== Provided data ==

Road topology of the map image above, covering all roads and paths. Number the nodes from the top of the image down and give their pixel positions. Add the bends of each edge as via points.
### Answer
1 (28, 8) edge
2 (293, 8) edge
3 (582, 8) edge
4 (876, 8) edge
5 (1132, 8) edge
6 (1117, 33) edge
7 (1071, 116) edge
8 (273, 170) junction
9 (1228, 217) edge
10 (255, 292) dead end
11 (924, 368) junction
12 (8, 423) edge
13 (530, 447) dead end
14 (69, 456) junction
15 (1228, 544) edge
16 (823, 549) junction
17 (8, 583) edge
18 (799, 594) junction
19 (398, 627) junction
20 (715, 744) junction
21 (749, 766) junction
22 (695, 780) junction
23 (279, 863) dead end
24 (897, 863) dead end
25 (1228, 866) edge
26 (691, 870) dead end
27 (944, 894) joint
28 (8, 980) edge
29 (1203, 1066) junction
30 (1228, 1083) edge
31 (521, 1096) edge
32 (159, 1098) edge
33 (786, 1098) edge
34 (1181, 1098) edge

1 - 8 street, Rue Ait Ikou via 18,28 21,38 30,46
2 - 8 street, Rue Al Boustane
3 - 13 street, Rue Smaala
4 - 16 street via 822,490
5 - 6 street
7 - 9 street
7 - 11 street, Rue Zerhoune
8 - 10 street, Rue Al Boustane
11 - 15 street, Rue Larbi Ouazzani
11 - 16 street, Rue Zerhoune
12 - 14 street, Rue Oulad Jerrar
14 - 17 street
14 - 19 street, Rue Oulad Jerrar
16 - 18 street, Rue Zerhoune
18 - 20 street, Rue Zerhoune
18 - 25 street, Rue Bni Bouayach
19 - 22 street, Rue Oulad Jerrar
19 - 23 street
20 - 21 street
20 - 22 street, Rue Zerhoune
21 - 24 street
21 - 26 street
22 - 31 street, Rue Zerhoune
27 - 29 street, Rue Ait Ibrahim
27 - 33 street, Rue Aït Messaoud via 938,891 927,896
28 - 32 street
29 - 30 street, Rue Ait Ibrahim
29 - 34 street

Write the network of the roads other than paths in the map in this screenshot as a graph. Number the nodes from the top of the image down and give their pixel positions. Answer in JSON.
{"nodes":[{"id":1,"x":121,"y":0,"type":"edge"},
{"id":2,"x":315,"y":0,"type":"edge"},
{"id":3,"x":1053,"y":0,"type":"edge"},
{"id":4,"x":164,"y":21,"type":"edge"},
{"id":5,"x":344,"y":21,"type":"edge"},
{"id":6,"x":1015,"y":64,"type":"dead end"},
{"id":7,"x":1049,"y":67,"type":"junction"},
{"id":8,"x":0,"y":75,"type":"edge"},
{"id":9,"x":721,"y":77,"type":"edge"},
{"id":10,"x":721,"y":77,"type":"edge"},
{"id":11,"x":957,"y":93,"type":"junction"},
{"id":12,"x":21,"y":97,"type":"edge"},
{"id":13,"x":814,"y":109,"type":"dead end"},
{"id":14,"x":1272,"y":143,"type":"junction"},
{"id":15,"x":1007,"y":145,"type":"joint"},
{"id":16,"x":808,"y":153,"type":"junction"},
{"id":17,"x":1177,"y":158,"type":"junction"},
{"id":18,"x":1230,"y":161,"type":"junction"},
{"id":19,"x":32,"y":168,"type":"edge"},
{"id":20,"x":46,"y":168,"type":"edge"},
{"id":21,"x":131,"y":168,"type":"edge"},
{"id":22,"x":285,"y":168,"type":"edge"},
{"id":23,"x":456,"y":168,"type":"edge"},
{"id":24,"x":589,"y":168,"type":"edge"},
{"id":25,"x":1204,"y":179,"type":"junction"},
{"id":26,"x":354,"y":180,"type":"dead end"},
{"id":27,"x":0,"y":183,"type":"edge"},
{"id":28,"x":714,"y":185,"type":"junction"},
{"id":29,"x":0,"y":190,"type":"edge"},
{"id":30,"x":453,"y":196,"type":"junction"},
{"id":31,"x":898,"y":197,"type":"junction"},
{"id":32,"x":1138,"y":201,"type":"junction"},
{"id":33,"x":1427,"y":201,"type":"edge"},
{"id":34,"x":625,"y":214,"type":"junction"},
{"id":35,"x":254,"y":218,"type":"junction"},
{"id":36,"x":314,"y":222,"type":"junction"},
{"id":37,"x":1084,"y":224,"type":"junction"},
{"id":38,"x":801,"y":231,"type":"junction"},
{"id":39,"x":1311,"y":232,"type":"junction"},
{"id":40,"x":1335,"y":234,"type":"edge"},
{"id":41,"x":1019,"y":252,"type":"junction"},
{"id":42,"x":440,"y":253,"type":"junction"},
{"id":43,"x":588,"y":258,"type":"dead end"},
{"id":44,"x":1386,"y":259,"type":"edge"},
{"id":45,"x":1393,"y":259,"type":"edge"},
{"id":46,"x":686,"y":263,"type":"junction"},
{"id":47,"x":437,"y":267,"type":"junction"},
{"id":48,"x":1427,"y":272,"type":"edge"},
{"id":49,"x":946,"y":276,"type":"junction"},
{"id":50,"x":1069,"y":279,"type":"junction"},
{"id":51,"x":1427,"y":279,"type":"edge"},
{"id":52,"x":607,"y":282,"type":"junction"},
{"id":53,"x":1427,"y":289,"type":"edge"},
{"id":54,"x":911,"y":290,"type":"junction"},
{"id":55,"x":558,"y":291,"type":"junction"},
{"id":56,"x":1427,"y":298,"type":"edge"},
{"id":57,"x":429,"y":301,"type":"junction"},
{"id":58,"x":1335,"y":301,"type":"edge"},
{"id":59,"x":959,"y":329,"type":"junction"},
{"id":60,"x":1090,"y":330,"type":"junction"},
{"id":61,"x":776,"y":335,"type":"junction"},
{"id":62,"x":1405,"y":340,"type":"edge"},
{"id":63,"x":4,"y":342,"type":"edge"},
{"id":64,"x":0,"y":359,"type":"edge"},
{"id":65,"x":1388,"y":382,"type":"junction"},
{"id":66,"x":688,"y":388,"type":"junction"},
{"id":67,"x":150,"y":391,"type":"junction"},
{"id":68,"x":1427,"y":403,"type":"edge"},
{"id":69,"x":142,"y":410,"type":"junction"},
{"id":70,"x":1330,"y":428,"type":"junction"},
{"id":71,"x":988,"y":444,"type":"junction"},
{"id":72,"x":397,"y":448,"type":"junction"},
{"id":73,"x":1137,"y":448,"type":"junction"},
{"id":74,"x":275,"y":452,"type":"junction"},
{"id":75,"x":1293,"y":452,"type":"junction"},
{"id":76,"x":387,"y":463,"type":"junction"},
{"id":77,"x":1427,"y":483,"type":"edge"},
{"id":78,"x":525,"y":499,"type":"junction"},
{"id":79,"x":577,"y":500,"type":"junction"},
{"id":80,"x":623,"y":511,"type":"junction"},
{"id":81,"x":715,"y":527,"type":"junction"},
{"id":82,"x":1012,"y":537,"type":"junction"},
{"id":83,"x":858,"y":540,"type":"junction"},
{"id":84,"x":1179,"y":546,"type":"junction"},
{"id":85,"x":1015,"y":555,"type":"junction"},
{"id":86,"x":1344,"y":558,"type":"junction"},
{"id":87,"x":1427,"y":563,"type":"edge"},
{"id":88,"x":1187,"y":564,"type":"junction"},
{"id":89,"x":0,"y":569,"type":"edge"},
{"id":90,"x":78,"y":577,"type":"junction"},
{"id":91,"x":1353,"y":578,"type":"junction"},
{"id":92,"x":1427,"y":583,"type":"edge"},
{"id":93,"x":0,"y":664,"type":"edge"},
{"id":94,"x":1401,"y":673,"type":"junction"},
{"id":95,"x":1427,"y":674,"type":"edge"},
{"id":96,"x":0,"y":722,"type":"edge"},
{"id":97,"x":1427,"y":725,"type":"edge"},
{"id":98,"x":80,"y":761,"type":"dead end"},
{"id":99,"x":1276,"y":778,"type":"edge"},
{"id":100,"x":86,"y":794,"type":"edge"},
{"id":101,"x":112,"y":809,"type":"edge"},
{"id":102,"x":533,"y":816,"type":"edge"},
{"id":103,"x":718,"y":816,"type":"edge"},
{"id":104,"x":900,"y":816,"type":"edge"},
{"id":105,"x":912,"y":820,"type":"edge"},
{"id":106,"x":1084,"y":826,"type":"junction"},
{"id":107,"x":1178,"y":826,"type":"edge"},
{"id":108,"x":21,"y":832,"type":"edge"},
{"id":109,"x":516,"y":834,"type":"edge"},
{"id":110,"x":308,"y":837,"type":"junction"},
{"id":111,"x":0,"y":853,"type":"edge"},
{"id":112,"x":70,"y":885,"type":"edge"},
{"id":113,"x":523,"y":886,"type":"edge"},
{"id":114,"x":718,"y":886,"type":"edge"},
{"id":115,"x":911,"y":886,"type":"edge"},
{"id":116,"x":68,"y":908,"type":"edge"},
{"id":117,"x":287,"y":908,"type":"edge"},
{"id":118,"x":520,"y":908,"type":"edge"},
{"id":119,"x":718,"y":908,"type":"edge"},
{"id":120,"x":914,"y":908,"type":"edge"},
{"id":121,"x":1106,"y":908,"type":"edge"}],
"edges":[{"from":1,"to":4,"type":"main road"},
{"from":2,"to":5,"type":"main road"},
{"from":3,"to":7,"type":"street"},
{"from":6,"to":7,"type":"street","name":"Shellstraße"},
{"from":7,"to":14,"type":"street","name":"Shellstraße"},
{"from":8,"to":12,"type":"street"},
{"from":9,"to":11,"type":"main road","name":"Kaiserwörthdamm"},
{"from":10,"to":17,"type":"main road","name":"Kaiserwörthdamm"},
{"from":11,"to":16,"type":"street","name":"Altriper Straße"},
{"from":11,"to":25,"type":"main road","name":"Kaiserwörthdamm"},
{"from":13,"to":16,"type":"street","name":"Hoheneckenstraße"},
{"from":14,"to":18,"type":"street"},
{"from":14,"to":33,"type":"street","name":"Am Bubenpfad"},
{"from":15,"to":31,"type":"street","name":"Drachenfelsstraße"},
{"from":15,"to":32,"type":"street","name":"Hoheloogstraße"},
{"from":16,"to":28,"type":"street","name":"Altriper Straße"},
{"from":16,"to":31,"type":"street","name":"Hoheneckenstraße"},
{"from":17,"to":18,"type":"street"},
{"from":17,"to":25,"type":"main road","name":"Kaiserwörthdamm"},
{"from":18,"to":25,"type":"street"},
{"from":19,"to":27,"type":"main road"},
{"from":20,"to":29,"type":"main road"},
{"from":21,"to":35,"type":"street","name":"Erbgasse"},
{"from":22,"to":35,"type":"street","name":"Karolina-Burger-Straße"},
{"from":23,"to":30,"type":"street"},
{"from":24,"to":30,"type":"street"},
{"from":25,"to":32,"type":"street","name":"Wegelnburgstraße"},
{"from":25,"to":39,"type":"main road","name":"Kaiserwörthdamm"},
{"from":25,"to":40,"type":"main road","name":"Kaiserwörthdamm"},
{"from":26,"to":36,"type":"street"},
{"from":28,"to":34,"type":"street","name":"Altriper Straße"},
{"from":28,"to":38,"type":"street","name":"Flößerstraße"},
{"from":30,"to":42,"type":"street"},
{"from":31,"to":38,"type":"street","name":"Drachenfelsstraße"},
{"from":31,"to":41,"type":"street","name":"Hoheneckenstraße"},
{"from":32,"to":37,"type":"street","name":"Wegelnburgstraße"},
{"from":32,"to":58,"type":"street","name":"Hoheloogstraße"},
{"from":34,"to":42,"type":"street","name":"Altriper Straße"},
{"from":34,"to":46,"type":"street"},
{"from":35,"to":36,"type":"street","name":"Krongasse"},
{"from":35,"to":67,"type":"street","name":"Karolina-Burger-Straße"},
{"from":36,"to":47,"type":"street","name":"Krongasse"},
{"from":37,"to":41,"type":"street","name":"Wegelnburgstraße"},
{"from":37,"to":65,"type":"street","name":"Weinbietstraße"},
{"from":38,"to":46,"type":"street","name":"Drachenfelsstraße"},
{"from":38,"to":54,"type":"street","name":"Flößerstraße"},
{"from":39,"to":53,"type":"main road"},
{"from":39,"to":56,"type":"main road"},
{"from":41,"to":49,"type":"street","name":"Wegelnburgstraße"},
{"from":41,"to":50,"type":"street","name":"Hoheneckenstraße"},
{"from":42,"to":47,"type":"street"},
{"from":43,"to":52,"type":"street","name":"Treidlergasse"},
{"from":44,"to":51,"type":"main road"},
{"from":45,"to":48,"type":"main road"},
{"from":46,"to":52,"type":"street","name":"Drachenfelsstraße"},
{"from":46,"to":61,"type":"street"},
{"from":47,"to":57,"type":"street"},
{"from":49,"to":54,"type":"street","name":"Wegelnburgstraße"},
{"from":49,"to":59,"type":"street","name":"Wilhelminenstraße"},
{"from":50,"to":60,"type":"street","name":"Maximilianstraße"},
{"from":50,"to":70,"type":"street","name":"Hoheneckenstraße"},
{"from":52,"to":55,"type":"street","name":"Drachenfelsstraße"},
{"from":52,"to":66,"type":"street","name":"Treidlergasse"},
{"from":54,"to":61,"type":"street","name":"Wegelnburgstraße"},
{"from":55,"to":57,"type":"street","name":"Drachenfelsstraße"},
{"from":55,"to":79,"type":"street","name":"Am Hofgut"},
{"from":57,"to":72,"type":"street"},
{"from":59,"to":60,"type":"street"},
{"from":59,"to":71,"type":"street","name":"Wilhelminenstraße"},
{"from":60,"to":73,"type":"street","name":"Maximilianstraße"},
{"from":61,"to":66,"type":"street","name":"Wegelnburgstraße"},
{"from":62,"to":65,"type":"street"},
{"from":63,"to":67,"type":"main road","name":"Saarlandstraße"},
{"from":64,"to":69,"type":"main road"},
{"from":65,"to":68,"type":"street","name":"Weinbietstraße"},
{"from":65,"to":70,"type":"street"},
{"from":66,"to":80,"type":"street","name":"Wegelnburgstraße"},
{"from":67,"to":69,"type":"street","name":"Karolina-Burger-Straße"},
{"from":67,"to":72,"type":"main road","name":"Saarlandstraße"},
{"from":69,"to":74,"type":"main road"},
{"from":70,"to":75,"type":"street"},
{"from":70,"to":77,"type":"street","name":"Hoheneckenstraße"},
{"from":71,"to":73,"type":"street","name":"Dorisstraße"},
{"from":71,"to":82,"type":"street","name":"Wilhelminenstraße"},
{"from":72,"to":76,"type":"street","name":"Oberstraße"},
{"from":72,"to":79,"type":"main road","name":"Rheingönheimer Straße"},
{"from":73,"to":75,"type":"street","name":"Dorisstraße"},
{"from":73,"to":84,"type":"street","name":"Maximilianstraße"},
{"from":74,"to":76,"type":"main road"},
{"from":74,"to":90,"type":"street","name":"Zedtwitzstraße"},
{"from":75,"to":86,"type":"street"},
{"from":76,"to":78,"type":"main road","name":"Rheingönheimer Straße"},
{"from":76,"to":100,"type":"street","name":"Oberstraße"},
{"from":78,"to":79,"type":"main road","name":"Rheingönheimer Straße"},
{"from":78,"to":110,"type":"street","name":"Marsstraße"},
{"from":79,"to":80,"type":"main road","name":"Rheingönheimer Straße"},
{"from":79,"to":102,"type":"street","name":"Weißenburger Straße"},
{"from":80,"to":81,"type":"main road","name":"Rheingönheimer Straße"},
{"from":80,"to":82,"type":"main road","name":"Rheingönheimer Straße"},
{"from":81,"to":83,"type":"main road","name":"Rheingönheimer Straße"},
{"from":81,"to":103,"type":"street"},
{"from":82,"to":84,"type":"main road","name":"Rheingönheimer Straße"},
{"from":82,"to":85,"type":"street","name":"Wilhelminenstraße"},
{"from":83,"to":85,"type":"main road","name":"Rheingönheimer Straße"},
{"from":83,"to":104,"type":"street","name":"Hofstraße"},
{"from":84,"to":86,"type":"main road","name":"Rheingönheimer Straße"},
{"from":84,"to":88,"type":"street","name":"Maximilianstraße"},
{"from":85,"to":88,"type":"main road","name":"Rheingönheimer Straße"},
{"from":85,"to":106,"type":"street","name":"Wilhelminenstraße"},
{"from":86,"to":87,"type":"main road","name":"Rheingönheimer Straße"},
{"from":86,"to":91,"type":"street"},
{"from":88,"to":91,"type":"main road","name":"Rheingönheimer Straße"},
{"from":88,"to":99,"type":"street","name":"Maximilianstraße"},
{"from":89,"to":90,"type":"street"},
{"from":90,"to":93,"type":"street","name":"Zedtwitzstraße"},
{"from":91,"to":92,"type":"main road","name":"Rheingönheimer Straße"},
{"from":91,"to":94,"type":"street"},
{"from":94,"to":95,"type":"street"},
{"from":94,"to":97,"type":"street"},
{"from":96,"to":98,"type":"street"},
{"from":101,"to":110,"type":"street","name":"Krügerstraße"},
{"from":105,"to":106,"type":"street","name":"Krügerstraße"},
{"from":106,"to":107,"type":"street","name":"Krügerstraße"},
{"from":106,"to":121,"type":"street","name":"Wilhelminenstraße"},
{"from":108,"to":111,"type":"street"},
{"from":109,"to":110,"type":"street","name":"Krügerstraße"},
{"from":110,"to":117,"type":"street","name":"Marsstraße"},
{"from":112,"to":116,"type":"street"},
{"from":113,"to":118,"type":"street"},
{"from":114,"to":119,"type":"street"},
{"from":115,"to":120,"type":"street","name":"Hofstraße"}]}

===

■ **Task to complete**:
Reproduce every line of the records containing the string "Krongasse".

■ **The answer**:
{"from":35,"to":36,"type":"street","name":"Krongasse"},
{"from":36,"to":47,"type":"street","name":"Krongasse"},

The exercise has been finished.